→ Supplied data
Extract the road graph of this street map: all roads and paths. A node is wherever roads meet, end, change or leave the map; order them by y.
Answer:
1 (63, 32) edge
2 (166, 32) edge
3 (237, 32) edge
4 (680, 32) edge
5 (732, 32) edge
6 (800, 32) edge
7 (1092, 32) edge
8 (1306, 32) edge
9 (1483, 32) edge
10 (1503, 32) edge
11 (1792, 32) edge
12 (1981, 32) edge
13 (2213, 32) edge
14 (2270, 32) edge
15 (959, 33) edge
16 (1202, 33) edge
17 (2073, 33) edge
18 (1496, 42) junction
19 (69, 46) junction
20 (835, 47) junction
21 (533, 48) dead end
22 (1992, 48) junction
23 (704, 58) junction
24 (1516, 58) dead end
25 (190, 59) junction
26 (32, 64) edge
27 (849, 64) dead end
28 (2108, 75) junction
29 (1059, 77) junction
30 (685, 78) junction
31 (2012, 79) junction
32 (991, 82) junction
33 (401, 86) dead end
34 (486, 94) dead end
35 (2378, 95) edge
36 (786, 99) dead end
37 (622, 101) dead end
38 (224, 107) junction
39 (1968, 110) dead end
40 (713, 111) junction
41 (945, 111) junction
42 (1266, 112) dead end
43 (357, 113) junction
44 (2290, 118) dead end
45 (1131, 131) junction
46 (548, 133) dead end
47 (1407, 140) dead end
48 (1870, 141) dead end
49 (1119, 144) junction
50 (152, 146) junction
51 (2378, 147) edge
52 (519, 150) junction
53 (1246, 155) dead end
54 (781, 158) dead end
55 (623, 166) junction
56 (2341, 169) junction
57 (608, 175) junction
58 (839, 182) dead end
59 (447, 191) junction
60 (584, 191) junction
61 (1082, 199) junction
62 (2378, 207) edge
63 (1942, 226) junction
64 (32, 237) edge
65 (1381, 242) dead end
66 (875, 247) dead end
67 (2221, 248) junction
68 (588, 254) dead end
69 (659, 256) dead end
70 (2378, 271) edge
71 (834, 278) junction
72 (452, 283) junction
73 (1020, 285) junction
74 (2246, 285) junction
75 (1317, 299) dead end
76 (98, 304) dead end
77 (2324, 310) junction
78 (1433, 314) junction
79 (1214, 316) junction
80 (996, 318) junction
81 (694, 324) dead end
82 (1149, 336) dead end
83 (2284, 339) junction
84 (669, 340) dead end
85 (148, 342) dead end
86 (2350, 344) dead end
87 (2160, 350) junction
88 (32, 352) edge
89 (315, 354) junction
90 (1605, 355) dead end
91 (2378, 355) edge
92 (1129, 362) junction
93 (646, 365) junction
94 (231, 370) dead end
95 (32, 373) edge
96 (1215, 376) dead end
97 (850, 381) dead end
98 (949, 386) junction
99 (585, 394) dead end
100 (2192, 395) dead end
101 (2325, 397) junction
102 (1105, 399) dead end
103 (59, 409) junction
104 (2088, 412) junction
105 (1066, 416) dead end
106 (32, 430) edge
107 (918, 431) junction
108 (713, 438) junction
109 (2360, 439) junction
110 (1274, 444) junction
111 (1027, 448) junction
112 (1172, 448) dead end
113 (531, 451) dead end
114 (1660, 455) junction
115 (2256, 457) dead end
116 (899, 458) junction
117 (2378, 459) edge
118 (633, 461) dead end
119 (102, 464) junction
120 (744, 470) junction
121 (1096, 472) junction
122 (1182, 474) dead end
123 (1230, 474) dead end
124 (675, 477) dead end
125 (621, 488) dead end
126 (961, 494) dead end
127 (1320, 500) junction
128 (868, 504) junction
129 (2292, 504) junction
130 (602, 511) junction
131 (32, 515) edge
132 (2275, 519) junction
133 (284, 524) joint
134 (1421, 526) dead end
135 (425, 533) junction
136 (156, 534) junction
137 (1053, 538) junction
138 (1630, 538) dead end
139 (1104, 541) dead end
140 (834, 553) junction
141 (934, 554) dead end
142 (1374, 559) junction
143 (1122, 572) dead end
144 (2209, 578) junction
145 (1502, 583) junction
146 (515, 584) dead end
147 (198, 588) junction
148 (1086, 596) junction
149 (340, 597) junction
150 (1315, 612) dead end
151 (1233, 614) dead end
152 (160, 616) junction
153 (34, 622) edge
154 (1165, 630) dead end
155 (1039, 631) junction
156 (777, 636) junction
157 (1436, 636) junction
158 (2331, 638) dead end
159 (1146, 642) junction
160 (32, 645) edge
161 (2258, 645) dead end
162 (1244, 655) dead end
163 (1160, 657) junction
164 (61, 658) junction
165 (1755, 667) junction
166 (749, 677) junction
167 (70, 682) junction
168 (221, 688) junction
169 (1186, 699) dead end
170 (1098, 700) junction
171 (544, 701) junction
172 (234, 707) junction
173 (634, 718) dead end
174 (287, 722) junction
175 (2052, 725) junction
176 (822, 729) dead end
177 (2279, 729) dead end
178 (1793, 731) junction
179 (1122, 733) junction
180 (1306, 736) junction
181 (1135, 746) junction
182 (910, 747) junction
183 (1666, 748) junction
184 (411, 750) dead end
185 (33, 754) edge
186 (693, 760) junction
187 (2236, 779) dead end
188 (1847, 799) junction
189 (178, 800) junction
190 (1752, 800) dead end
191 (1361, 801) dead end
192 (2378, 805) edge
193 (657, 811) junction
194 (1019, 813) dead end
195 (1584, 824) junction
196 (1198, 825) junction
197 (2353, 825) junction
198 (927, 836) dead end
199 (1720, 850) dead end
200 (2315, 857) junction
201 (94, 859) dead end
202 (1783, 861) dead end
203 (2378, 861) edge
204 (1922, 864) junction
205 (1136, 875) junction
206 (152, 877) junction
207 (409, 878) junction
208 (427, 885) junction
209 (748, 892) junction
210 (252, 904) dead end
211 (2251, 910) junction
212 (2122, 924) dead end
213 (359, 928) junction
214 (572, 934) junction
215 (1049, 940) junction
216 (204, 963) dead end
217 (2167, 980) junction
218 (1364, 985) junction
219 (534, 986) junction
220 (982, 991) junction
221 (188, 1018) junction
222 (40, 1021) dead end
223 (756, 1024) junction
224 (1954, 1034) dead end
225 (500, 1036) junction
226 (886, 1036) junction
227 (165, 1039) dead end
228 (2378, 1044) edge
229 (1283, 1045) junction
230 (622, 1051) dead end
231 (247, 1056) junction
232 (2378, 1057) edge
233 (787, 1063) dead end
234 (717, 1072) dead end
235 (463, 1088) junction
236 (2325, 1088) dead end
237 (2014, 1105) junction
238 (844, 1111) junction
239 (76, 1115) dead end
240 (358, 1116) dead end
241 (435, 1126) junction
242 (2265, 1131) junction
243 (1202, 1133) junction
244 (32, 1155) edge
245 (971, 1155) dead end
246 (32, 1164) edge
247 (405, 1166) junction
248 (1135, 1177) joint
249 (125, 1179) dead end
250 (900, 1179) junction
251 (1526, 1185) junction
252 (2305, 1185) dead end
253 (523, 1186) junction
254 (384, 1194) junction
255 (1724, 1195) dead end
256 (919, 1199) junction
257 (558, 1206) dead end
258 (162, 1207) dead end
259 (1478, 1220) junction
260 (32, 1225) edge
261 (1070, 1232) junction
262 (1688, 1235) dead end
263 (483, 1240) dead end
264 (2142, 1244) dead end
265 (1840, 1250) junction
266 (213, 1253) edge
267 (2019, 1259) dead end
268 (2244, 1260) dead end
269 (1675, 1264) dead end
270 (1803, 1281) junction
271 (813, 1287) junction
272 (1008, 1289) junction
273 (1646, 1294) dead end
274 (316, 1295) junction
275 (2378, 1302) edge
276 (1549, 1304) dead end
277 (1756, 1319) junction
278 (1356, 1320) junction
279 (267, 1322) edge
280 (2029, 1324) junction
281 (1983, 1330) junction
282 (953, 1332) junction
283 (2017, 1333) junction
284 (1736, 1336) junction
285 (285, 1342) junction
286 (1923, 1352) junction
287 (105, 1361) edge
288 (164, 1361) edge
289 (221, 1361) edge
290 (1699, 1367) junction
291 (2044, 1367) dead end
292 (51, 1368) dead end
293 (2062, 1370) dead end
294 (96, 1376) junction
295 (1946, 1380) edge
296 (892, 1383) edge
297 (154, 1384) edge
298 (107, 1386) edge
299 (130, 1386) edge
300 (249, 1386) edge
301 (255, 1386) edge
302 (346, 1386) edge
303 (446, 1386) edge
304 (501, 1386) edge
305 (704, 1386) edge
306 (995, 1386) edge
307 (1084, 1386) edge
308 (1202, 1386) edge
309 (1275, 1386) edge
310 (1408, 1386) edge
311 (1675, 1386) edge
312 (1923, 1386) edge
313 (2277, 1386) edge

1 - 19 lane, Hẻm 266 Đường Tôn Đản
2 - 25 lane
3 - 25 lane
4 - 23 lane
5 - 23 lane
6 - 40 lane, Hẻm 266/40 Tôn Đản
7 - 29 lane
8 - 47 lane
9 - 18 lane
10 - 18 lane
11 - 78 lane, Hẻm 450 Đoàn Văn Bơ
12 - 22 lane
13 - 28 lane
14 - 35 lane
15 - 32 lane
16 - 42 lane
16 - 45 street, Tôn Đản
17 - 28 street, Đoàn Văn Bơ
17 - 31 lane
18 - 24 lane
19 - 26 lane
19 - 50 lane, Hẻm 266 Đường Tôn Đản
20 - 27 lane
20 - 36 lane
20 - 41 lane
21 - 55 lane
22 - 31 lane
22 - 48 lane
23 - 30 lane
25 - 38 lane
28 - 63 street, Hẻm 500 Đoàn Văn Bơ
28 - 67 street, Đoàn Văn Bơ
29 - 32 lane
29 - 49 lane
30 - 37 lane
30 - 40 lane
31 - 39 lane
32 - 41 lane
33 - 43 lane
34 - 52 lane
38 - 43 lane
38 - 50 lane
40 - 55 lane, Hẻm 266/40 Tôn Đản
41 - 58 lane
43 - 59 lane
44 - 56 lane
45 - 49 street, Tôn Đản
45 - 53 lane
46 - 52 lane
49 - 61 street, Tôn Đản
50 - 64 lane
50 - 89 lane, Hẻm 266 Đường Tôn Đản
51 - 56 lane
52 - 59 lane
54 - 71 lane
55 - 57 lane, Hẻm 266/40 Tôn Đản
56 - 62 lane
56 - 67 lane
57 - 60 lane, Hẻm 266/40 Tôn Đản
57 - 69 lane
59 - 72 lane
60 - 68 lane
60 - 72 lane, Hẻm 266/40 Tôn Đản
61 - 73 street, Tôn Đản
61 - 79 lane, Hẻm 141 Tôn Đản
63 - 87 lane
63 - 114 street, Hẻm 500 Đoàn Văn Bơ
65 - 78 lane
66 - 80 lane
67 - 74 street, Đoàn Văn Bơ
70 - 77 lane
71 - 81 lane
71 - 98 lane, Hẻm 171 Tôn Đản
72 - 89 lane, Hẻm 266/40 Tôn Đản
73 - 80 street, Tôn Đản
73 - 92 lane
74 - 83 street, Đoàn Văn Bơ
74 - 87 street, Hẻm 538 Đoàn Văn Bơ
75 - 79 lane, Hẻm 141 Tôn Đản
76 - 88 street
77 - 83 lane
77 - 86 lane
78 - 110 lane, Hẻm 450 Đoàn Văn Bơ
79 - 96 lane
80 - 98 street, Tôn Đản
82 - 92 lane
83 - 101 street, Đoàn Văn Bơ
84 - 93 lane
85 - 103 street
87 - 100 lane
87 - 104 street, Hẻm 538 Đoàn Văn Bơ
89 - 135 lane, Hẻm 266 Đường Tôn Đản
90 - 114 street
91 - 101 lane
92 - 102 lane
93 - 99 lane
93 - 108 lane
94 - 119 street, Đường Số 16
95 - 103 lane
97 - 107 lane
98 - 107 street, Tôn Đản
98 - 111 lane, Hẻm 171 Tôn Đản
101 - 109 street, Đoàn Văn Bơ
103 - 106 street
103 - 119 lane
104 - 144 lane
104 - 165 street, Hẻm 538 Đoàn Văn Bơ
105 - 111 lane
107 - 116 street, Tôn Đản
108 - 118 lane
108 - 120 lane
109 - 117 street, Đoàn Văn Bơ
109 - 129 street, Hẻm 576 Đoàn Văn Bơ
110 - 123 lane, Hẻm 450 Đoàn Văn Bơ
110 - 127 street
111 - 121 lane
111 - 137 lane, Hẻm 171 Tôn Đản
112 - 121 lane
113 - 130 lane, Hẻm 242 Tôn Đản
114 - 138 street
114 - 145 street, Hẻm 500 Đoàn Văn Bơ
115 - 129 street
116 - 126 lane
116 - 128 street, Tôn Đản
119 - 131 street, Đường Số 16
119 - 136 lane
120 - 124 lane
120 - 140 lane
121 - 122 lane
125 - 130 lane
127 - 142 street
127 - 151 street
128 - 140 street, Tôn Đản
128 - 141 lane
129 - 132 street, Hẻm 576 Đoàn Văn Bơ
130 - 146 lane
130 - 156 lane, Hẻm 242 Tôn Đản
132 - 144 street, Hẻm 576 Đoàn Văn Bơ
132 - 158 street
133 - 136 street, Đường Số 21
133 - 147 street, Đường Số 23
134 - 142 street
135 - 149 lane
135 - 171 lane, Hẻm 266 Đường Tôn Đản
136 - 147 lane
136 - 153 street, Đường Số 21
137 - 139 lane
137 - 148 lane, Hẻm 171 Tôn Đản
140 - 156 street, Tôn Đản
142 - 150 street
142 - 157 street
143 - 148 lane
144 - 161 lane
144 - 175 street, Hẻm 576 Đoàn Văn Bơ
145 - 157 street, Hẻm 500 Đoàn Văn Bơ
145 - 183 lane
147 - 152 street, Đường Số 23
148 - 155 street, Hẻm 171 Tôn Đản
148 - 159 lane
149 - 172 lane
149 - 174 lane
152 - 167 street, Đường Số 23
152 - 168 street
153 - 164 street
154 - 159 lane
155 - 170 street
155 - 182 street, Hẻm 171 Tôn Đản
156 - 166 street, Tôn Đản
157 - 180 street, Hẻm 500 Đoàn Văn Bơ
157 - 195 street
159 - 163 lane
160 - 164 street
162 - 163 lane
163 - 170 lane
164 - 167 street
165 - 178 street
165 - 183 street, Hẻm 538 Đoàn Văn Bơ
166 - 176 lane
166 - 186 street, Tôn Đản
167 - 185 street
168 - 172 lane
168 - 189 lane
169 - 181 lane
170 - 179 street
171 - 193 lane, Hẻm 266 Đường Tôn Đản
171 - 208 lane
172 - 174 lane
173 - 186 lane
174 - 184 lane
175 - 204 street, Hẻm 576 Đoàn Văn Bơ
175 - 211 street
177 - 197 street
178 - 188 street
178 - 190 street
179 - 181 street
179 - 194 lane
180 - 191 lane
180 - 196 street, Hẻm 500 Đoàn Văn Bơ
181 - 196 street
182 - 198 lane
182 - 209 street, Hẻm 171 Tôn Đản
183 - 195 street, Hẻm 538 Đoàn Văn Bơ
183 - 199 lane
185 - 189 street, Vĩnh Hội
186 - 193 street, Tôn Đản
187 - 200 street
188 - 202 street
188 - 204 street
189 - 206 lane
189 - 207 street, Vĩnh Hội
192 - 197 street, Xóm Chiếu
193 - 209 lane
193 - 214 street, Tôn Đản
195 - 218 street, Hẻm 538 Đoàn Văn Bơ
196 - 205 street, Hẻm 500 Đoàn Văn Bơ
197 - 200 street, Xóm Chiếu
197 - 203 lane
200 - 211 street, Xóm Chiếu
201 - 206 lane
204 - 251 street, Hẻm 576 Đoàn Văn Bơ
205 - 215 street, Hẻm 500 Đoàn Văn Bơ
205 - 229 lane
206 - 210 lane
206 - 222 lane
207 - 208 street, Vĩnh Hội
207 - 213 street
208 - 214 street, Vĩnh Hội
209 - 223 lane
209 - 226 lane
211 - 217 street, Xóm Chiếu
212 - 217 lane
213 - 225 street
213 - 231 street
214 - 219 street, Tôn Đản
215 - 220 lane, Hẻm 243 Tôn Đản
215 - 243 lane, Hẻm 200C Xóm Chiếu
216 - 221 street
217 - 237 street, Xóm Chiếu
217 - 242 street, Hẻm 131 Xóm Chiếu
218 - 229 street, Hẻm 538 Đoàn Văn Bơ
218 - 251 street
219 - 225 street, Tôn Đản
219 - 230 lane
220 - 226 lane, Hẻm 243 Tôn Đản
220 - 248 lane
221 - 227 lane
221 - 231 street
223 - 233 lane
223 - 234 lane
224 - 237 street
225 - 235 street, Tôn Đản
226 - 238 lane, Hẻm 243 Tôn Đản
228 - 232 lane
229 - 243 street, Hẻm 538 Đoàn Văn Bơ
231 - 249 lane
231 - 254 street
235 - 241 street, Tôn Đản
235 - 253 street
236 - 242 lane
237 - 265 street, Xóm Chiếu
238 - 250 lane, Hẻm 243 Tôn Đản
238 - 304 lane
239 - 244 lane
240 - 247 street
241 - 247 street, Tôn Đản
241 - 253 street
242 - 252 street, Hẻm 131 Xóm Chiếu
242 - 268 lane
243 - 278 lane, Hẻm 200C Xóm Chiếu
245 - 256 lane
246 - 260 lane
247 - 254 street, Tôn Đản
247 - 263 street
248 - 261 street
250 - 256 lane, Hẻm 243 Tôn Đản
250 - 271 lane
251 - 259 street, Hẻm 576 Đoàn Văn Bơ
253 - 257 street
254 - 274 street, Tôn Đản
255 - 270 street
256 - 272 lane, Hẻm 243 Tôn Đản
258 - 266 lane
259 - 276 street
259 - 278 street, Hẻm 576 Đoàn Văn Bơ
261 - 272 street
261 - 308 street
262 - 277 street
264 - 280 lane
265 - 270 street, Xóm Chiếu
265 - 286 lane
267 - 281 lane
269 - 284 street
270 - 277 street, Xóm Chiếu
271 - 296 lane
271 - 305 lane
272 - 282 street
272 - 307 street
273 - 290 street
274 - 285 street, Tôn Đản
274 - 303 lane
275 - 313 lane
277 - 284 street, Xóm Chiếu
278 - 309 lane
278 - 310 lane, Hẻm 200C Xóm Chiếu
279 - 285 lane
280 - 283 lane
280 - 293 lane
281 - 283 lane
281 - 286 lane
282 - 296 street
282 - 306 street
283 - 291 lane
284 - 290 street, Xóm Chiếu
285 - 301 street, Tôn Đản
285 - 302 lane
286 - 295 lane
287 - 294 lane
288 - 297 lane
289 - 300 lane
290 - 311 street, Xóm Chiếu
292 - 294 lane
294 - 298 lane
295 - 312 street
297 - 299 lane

→ Problem description
Note how many lines of the records contain the string "Vĩnh", and give that number with nothing added.

→ Problem solution
4